WHAT THE TASK REQUIRES
Search the listing for the word "nodes". Copy every line where it is found.

THE RECORDS
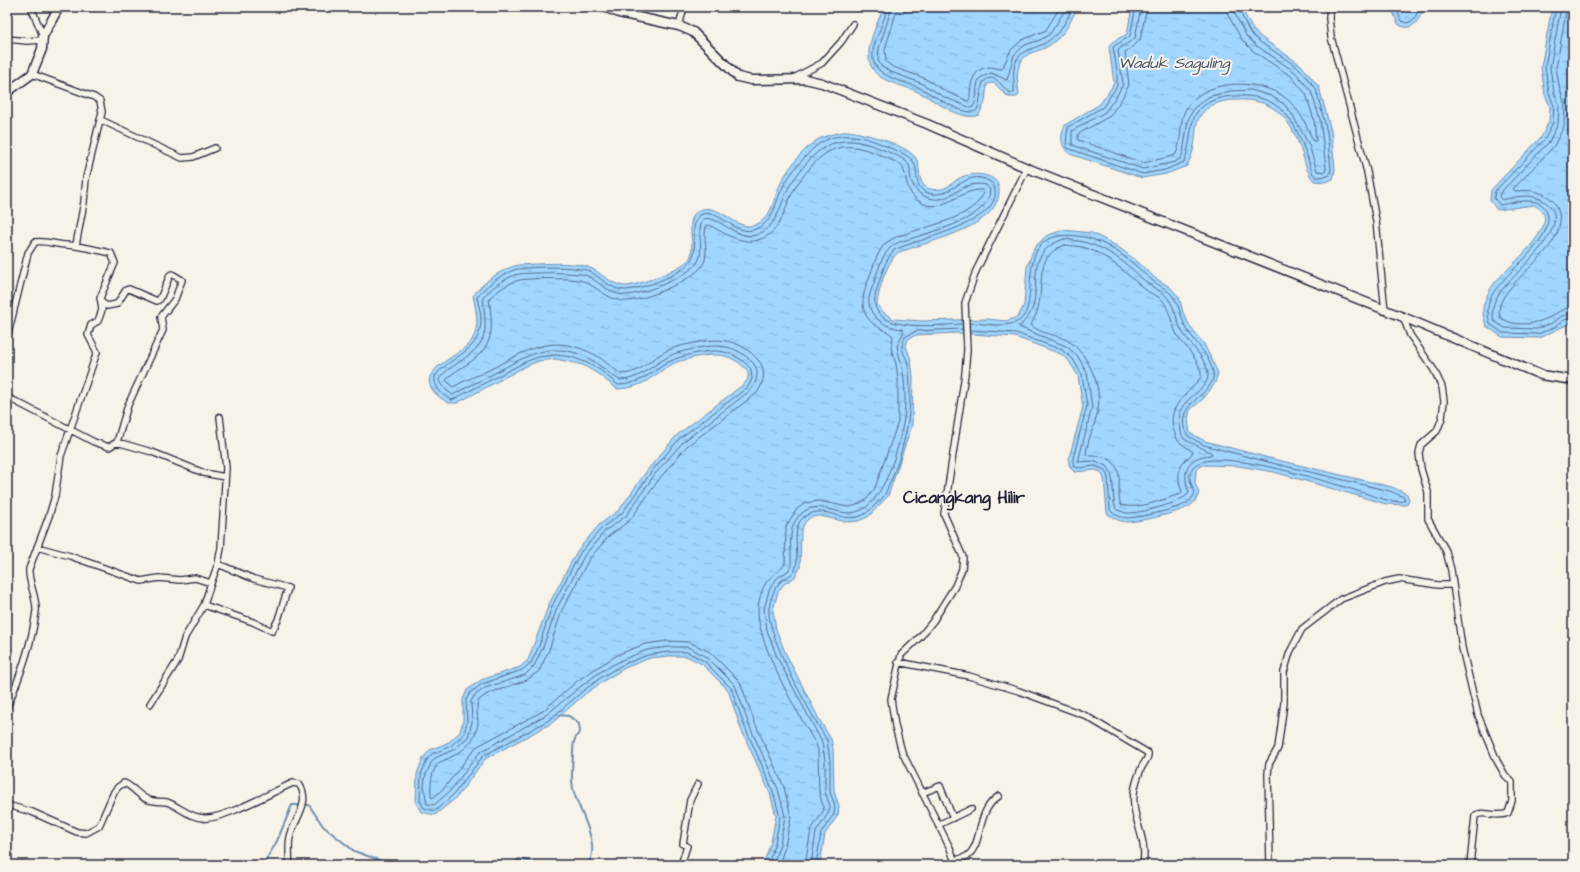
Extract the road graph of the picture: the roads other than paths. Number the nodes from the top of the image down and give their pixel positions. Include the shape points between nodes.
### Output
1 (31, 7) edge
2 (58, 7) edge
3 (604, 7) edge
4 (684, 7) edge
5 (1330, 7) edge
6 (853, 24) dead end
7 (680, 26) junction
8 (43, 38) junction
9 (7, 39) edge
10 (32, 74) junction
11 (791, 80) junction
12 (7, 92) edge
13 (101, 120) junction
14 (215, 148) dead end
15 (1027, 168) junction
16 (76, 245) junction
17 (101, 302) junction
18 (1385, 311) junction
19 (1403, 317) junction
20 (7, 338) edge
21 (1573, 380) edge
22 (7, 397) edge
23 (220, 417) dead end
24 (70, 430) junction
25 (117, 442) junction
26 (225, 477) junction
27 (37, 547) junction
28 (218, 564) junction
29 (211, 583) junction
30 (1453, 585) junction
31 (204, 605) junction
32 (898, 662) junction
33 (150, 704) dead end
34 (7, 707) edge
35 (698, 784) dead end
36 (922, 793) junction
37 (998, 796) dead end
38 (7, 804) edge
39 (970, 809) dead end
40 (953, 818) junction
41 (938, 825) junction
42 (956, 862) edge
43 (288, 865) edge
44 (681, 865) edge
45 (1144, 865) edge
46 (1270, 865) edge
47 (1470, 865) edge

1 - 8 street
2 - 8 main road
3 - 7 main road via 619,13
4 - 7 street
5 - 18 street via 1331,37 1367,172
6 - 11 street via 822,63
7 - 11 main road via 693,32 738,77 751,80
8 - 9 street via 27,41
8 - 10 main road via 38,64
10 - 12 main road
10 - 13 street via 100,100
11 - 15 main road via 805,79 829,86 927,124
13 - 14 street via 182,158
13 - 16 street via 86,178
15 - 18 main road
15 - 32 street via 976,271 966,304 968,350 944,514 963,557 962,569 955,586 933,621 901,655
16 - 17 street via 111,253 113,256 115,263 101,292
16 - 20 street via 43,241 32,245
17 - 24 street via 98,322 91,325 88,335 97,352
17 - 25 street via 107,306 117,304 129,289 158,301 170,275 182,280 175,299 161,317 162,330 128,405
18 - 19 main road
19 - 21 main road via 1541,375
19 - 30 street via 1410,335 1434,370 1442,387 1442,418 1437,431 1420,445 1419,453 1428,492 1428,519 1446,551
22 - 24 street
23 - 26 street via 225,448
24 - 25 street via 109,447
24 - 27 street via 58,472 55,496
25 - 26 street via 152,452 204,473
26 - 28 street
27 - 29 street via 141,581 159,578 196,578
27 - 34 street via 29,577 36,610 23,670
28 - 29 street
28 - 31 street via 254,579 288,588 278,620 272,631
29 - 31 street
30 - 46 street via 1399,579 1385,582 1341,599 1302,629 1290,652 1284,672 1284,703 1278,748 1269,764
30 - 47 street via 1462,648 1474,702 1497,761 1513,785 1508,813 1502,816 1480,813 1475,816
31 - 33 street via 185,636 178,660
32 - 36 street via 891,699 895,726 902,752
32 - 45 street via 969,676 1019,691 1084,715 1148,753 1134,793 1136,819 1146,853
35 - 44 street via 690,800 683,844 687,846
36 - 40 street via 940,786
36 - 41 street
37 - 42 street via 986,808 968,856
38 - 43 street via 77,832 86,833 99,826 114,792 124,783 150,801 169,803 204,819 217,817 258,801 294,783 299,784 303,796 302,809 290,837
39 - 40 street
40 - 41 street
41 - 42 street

--

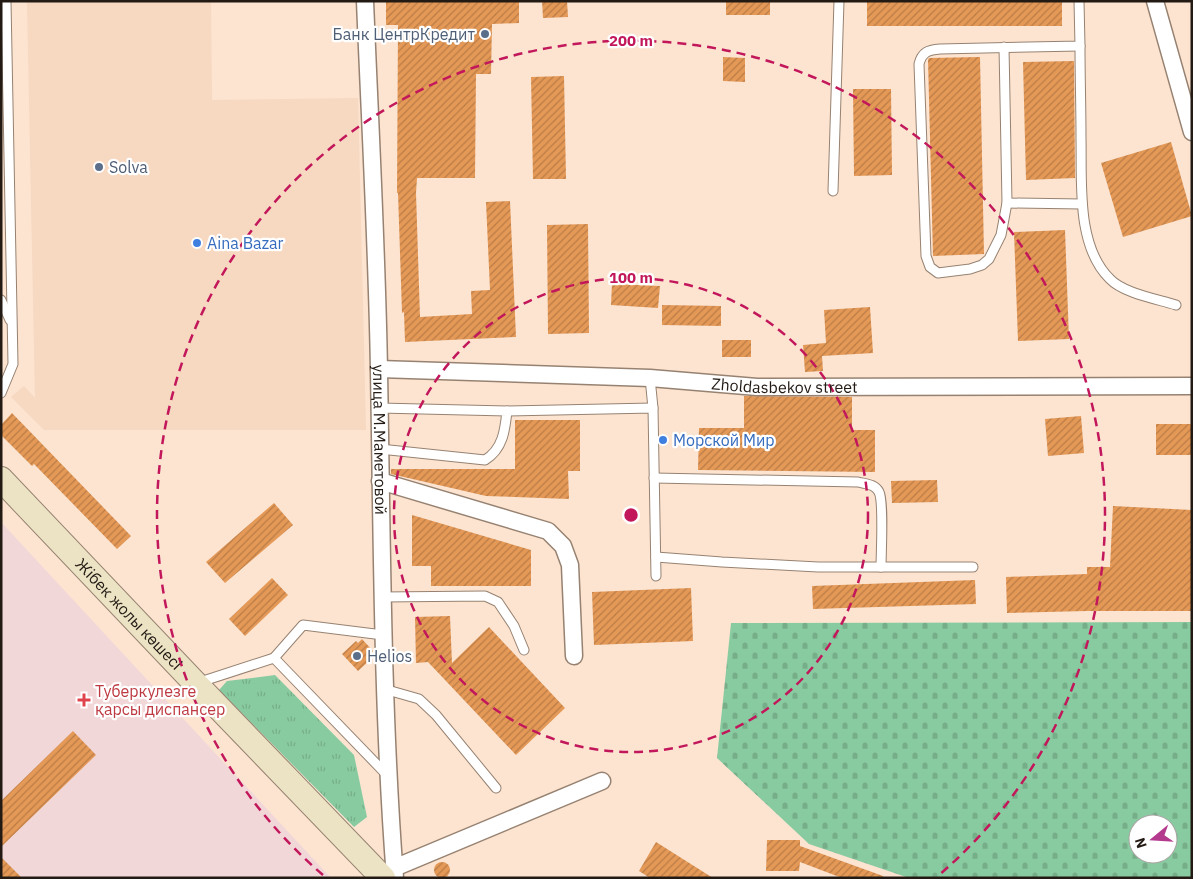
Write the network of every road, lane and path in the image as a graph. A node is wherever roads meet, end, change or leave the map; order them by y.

* * *

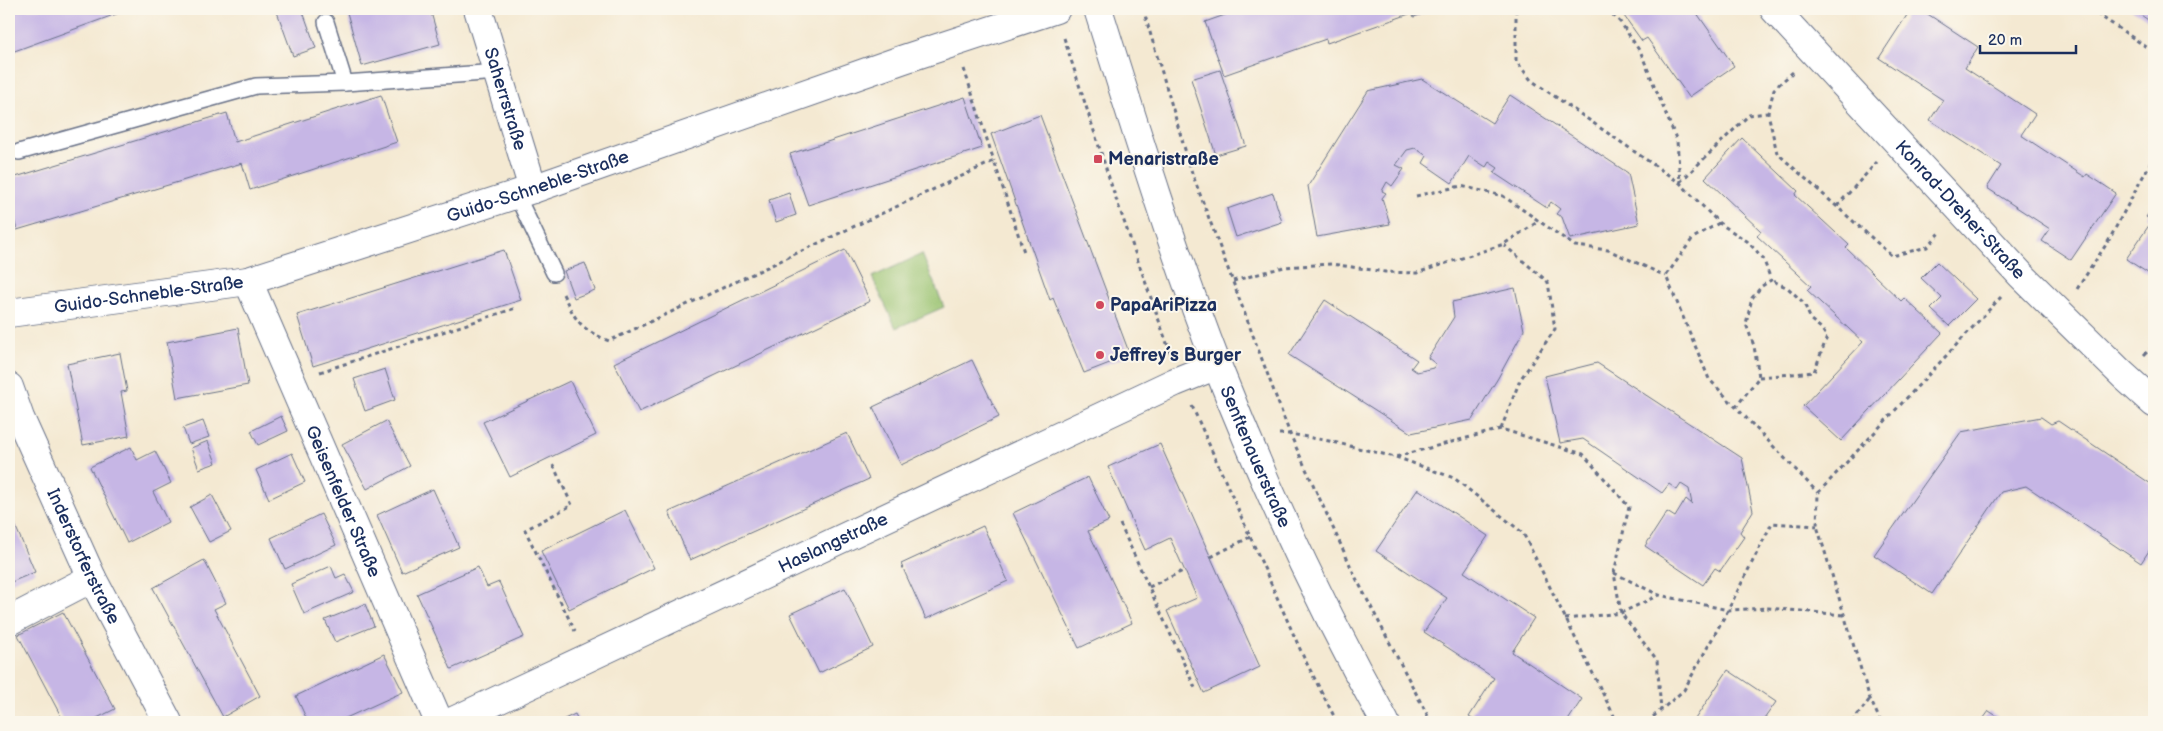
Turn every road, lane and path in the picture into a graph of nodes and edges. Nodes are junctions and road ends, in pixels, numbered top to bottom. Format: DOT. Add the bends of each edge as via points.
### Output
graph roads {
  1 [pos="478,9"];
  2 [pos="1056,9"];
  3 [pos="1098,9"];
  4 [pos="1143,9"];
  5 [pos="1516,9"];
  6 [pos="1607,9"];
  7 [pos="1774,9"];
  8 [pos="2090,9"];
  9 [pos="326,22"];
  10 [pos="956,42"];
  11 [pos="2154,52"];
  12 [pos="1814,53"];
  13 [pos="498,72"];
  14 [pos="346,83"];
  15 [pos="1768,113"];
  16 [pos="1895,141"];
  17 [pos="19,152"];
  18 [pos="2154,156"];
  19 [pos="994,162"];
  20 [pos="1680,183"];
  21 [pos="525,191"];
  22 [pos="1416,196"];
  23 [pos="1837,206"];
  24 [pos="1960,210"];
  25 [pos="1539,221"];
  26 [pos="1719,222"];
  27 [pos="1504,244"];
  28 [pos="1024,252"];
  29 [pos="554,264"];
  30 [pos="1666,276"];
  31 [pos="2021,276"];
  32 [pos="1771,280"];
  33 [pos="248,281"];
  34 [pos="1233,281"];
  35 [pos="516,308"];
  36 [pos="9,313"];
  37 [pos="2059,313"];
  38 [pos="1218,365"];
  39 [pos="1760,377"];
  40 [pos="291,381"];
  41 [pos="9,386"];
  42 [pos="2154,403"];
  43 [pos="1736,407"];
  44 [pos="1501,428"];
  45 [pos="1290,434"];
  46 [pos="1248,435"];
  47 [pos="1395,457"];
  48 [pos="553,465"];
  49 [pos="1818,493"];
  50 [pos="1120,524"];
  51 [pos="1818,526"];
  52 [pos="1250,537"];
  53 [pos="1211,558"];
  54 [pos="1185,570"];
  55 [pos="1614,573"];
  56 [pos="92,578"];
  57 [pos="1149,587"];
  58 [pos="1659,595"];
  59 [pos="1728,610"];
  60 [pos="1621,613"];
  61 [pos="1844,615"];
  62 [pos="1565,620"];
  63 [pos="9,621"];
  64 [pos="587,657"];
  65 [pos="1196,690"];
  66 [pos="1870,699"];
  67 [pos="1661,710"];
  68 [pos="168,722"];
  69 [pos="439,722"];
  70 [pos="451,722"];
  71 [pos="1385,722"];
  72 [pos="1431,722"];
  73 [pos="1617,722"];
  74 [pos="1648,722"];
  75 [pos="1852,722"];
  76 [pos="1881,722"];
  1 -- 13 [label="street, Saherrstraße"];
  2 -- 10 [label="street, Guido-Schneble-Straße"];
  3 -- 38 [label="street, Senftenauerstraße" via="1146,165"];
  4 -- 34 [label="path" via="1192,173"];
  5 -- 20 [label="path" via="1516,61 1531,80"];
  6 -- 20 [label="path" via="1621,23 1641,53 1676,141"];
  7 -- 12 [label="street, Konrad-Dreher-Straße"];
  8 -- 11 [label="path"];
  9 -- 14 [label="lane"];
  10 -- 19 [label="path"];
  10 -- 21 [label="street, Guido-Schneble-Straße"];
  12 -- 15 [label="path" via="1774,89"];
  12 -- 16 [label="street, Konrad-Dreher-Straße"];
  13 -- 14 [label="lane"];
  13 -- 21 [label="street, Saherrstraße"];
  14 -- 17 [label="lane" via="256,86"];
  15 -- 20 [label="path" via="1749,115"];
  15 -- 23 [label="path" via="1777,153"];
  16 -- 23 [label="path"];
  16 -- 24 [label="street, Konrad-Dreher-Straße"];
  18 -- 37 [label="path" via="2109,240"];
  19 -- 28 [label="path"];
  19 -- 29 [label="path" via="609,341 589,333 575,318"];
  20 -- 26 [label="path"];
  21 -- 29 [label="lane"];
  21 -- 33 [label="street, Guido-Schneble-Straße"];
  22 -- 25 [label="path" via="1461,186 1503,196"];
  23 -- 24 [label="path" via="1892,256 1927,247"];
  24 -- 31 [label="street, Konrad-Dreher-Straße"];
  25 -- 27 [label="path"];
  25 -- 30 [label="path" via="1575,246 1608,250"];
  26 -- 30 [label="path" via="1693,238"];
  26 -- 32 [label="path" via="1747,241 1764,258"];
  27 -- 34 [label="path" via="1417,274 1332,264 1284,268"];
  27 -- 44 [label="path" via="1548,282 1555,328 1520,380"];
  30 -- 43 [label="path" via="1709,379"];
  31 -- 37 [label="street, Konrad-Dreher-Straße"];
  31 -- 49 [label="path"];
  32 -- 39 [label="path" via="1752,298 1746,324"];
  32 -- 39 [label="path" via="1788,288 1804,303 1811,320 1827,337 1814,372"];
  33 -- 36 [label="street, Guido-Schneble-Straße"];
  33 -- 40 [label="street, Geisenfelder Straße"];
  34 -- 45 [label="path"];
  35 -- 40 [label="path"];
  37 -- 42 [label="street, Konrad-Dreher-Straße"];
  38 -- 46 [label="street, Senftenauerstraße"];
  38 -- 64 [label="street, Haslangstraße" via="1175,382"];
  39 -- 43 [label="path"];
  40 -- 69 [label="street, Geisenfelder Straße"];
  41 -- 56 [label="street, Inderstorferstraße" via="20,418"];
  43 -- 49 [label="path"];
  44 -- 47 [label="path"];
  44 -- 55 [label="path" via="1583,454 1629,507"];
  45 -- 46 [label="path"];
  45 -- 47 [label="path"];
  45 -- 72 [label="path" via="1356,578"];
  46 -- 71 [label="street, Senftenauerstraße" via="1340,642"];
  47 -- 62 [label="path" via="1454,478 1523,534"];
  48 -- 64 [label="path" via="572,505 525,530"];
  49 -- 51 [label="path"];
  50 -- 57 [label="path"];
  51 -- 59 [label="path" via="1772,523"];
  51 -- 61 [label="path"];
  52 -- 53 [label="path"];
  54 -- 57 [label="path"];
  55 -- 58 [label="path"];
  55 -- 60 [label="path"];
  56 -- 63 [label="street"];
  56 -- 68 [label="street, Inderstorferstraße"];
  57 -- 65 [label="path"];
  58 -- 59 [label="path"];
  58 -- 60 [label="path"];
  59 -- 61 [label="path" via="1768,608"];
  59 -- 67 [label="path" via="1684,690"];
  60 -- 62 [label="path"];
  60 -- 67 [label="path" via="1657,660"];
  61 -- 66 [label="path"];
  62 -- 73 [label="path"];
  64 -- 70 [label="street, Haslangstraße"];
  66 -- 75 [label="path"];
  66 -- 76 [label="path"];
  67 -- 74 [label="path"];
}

EXPECTED ANSWER
Extract the road graph of the picture: the roads other than paths. Number the nodes from the top of the image down and give their pixel positions. Include the shape points between nodes.
Turn every road, lane and path in the picture into a graph of nodes and edges. Nodes are junctions and road ends, in pixels, numbered top to bottom. Format: DOT. Add the bends of each edge as via points.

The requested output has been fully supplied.